Start of PROVIDED DATA

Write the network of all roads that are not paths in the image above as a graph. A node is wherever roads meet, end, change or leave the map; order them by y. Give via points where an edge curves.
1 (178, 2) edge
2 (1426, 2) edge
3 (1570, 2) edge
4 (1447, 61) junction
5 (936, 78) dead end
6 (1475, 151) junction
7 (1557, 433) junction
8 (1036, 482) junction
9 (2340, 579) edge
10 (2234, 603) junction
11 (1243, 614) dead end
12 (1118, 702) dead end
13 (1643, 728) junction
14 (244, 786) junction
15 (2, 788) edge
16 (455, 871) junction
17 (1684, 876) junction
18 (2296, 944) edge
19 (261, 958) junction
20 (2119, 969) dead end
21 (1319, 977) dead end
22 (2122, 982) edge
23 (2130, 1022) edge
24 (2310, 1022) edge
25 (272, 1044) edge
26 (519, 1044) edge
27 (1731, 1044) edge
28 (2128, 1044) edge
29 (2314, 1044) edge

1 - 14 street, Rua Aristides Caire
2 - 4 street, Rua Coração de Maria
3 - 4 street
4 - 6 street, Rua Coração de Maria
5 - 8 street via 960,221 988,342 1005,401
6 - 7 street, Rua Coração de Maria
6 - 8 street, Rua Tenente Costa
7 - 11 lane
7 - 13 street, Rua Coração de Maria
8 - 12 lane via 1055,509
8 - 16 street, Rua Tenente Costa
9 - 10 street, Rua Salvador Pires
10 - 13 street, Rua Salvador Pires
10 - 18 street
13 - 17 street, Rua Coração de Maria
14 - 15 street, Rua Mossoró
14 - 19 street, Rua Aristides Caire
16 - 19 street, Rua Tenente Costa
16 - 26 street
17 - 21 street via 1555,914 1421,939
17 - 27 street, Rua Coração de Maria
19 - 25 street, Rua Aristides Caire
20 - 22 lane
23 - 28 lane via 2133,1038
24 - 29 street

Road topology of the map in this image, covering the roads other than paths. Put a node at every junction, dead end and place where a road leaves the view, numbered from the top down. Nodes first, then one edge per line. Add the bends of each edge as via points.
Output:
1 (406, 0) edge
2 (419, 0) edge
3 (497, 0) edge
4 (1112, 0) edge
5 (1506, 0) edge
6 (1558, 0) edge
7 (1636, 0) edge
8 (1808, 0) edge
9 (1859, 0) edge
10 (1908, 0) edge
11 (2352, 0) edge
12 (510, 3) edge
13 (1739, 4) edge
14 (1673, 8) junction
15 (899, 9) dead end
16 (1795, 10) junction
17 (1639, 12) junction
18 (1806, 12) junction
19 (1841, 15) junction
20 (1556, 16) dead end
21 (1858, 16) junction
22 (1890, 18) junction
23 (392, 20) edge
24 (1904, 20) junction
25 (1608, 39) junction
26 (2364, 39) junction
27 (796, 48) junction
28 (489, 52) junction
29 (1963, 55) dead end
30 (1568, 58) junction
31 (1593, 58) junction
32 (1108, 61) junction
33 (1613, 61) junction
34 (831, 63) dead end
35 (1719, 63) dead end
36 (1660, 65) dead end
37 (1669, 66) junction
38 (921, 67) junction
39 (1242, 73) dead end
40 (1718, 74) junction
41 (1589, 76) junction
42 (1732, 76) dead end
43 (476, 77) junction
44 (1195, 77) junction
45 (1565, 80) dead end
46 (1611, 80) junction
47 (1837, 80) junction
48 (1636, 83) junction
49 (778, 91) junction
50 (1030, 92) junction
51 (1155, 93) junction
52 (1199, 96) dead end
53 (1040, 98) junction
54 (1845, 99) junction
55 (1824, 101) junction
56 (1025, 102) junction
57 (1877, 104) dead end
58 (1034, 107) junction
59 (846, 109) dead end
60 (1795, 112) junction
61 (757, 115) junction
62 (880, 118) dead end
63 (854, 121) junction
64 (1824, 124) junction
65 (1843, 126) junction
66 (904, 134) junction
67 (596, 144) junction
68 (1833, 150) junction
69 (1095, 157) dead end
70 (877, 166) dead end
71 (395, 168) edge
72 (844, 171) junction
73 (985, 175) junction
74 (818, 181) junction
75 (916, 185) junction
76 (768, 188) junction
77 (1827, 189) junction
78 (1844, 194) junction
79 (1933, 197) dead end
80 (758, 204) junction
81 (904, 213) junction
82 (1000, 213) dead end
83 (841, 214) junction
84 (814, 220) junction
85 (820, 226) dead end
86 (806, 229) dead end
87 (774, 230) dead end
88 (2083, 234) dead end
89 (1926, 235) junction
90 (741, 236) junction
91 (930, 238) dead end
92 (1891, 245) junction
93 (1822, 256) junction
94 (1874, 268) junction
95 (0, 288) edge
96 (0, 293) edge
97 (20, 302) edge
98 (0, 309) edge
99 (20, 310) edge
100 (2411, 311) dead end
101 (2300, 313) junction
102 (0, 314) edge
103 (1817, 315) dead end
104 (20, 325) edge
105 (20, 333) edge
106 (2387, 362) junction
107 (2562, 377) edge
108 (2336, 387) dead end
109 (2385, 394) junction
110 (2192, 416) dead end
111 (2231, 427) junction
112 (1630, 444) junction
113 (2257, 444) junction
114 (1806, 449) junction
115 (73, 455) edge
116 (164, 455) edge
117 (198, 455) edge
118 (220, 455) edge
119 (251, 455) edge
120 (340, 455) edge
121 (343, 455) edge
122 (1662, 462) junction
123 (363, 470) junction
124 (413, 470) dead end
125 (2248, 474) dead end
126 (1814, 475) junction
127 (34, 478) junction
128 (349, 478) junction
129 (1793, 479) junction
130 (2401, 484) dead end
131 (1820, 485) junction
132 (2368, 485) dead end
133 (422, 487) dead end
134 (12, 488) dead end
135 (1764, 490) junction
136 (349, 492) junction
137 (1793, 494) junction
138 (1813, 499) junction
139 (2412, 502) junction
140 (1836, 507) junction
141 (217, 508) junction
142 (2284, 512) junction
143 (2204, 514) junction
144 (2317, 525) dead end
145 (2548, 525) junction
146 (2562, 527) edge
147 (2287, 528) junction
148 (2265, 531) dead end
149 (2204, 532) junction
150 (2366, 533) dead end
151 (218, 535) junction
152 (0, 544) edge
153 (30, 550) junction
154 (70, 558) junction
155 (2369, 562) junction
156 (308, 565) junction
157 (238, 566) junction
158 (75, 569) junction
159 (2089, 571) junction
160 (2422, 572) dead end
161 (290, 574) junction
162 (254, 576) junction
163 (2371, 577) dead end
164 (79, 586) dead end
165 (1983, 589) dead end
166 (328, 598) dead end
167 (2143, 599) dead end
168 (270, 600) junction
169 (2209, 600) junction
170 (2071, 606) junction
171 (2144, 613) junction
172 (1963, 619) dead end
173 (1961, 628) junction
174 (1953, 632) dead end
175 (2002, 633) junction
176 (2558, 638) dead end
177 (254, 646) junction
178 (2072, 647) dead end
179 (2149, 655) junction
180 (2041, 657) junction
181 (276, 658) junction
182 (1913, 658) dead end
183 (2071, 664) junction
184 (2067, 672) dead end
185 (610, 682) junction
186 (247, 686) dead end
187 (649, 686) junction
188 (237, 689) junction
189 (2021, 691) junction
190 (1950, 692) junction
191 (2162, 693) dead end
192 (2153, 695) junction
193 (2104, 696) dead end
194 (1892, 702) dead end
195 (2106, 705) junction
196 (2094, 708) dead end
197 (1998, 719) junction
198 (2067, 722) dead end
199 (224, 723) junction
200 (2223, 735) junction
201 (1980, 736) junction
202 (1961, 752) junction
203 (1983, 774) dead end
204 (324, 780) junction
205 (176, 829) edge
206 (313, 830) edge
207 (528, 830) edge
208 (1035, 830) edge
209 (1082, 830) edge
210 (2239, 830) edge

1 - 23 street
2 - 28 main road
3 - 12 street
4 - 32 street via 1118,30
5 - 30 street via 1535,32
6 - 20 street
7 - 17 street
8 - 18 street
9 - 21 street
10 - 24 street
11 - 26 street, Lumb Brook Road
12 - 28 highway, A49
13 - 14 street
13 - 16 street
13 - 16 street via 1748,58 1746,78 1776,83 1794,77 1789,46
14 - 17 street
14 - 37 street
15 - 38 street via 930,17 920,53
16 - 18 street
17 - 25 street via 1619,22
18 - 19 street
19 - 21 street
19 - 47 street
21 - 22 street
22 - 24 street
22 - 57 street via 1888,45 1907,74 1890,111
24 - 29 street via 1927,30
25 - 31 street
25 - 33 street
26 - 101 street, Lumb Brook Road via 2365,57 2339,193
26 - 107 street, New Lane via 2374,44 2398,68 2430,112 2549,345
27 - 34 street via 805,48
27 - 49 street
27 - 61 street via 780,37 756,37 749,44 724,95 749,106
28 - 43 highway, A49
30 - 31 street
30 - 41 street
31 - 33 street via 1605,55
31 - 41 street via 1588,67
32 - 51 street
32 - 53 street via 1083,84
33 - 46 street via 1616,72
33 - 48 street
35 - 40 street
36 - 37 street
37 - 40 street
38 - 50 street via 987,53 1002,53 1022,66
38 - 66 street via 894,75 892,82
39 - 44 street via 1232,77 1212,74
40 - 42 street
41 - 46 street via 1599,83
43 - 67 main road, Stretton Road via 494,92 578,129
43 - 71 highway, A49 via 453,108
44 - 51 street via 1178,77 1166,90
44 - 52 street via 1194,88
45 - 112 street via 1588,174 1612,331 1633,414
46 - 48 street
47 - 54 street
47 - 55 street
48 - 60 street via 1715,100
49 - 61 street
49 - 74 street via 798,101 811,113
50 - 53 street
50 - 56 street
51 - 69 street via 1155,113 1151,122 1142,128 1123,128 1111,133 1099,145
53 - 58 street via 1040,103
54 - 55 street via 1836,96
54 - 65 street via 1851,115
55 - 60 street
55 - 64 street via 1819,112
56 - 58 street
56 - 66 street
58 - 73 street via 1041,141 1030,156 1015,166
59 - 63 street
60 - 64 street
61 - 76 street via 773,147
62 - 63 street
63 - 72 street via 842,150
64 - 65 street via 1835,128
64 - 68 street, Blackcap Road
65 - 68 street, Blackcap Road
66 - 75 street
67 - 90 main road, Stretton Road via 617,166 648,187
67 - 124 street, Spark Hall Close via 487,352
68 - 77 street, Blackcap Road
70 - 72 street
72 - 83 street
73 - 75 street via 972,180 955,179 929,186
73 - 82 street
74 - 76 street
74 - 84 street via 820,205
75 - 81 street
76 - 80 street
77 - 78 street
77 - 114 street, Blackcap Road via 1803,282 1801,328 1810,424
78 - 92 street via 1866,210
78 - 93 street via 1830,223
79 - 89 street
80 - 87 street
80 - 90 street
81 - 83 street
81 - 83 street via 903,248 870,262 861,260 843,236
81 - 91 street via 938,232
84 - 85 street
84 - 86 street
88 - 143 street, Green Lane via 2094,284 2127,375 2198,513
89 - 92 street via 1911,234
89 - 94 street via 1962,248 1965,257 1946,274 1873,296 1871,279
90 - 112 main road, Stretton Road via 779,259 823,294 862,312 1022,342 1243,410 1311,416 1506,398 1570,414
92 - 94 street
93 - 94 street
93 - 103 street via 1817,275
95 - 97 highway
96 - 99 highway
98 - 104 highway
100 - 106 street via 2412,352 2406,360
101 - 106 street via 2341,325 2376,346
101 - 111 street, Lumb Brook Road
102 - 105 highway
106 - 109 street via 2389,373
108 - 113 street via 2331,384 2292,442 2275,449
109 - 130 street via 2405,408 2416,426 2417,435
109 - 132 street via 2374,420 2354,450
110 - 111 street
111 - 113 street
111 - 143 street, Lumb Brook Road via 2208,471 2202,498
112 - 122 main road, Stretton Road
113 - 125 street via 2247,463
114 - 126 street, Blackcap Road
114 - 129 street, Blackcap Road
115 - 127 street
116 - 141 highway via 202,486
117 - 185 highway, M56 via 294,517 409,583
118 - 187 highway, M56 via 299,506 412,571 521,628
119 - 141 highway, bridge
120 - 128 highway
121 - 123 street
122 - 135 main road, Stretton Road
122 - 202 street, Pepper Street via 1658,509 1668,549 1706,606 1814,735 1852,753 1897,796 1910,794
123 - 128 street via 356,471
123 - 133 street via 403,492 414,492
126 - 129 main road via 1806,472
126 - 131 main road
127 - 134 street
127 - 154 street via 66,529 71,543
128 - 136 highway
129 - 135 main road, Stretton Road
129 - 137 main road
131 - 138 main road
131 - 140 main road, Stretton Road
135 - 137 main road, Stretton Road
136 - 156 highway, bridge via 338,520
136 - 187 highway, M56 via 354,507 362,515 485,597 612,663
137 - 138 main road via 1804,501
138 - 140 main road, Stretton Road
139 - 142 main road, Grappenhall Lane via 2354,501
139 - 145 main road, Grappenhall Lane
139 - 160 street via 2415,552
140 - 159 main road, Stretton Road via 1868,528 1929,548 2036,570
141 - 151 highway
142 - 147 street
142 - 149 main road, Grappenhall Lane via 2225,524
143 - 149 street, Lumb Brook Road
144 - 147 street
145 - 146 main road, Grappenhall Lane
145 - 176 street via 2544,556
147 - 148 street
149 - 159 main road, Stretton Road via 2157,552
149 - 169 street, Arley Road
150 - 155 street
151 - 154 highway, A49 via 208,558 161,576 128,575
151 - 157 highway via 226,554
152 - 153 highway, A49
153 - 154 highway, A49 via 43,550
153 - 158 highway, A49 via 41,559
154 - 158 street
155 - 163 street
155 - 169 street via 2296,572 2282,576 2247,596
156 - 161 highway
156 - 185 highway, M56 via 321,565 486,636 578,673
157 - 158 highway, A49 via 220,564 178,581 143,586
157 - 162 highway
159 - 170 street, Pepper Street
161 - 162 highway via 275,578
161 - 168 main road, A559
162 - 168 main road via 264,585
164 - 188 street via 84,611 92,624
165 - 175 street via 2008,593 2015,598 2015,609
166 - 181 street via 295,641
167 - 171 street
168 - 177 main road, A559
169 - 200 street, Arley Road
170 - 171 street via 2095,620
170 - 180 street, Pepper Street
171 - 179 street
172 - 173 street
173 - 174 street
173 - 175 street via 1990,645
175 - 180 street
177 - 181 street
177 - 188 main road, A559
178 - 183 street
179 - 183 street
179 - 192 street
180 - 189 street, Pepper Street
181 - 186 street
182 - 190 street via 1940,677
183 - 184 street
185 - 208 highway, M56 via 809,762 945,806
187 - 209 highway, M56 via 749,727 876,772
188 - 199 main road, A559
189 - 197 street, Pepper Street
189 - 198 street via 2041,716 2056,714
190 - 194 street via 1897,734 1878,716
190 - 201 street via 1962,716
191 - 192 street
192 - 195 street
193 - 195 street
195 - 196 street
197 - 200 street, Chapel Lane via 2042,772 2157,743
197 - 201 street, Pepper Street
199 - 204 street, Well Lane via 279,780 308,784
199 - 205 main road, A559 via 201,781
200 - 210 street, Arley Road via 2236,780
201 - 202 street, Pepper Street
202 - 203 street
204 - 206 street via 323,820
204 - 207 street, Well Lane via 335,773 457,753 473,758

End of PROVIDED DATA

WORK TO BE COMPLETED:
Only the lines from the first line of the records through the one containing "Road topology of" should be reproduced, exactly, with both of them included.

ANSWER BOX:
Write the network of all roads that are not paths in the image above as a graph. A node is wherever roads meet, end, change or leave the map; order them by y. Give via points where an edge curves.
1 (178, 2) edge
2 (1426, 2) edge
3 (1570, 2) edge
4 (1447, 61) junction
5 (936, 78) dead end
6 (1475, 151) junction
7 (1557, 433) junction
8 (1036, 482) junction
9 (2340, 579) edge
10 (2234, 603) junction
11 (1243, 614) dead end
12 (1118, 702) dead end
13 (1643, 728) junction
14 (244, 786) junction
15 (2, 788) edge
16 (455, 871) junction
17 (1684, 876) junction
18 (2296, 944) edge
19 (261, 958) junction
20 (2119, 969) dead end
21 (1319, 977) dead end
22 (2122, 982) edge
23 (2130, 1022) edge
24 (2310, 1022) edge
25 (272, 1044) edge
26 (519, 1044) edge
27 (1731, 1044) edge
28 (2128, 1044) edge
29 (2314, 1044) edge

1 - 14 street, Rua Aristides Caire
2 - 4 street, Rua Coração de Maria
3 - 4 street
4 - 6 street, Rua Coração de Maria
5 - 8 street via 960,221 988,342 1005,401
6 - 7 street, Rua Coração de Maria
6 - 8 street, Rua Tenente Costa
7 - 11 lane
7 - 13 street, Rua Coração de Maria
8 - 12 lane via 1055,509
8 - 16 street, Rua Tenente Costa
9 - 10 street, Rua Salvador Pires
10 - 13 street, Rua Salvador Pires
10 - 18 street
13 - 17 street, Rua Coração de Maria
14 - 15 street, Rua Mossoró
14 - 19 street, Rua Aristides Caire
16 - 19 street, Rua Tenente Costa
16 - 26 street
17 - 21 street via 1555,914 1421,939
17 - 27 street, Rua Coração de Maria
19 - 25 street, Rua Aristides Caire
20 - 22 lane
23 - 28 lane via 2133,1038
24 - 29 street

Road topology of the map in this image, covering the roads other than paths. Put a node at every junction, dead end and place where a road leaves the view, numbered from the top down. Nodes first, then one edge per line. Add the bends of each edge as via points.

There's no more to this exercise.